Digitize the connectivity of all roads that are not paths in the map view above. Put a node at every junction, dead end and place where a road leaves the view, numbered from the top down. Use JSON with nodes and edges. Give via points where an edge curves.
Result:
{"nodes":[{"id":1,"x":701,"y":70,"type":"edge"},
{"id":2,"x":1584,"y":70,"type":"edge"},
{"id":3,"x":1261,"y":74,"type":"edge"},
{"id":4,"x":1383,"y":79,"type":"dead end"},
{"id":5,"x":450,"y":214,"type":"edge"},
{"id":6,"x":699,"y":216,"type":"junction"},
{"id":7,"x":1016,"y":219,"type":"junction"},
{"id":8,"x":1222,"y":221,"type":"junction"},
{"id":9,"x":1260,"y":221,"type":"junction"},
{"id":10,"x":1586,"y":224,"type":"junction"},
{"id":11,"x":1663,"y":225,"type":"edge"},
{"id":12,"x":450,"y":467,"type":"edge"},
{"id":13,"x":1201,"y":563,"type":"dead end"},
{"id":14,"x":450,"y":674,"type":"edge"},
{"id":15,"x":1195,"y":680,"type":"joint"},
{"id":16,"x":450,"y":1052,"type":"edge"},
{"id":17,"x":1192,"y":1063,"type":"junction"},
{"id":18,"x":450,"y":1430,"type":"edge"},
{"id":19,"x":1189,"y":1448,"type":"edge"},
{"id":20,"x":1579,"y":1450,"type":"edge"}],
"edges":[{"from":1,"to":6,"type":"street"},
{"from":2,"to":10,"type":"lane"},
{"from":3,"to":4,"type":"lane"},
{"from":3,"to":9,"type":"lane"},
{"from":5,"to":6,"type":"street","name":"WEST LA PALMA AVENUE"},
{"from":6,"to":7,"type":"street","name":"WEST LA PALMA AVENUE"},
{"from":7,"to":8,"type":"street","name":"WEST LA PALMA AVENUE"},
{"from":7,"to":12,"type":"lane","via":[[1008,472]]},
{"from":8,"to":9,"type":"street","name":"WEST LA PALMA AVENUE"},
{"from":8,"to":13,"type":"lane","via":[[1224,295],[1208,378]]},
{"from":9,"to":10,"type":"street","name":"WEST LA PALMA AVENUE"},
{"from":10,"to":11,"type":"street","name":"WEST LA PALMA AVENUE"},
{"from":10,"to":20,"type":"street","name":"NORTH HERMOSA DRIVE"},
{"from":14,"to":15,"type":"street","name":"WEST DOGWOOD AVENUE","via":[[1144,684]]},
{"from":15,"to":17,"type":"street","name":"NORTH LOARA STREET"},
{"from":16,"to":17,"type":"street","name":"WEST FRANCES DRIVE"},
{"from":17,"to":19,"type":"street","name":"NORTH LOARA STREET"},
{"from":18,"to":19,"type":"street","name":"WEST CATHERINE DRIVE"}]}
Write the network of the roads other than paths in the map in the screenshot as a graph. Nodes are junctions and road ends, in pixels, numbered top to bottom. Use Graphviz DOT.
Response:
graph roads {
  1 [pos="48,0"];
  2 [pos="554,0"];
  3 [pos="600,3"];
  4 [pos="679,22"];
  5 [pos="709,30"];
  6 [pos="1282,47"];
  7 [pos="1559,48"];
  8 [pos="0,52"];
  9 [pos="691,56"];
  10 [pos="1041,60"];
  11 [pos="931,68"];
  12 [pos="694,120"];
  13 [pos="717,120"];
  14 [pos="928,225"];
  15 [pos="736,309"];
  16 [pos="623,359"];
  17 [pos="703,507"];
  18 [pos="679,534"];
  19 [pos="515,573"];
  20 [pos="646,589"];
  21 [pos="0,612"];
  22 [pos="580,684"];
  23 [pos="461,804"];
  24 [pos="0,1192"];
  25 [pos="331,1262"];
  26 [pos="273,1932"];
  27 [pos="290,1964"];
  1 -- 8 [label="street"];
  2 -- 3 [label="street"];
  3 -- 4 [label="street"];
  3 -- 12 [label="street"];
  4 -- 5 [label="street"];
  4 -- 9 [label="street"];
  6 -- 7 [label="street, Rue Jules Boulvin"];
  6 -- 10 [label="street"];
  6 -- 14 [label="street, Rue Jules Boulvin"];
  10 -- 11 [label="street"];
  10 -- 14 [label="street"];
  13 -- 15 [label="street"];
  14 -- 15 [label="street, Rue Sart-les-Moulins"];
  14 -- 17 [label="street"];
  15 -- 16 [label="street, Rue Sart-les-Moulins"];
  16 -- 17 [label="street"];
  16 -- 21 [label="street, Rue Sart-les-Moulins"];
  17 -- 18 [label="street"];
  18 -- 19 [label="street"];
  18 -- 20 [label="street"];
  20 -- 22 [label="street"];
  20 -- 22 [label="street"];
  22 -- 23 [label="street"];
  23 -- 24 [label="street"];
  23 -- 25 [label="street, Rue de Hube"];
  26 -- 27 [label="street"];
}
---
REQUIREMENT
Show each line from the listing above that includes the word "Jules".

EXPECTED ANSWER
  6 -- 7 [label="street, Rue Jules Boulvin"];
  6 -- 14 [label="street, Rue Jules Boulvin"];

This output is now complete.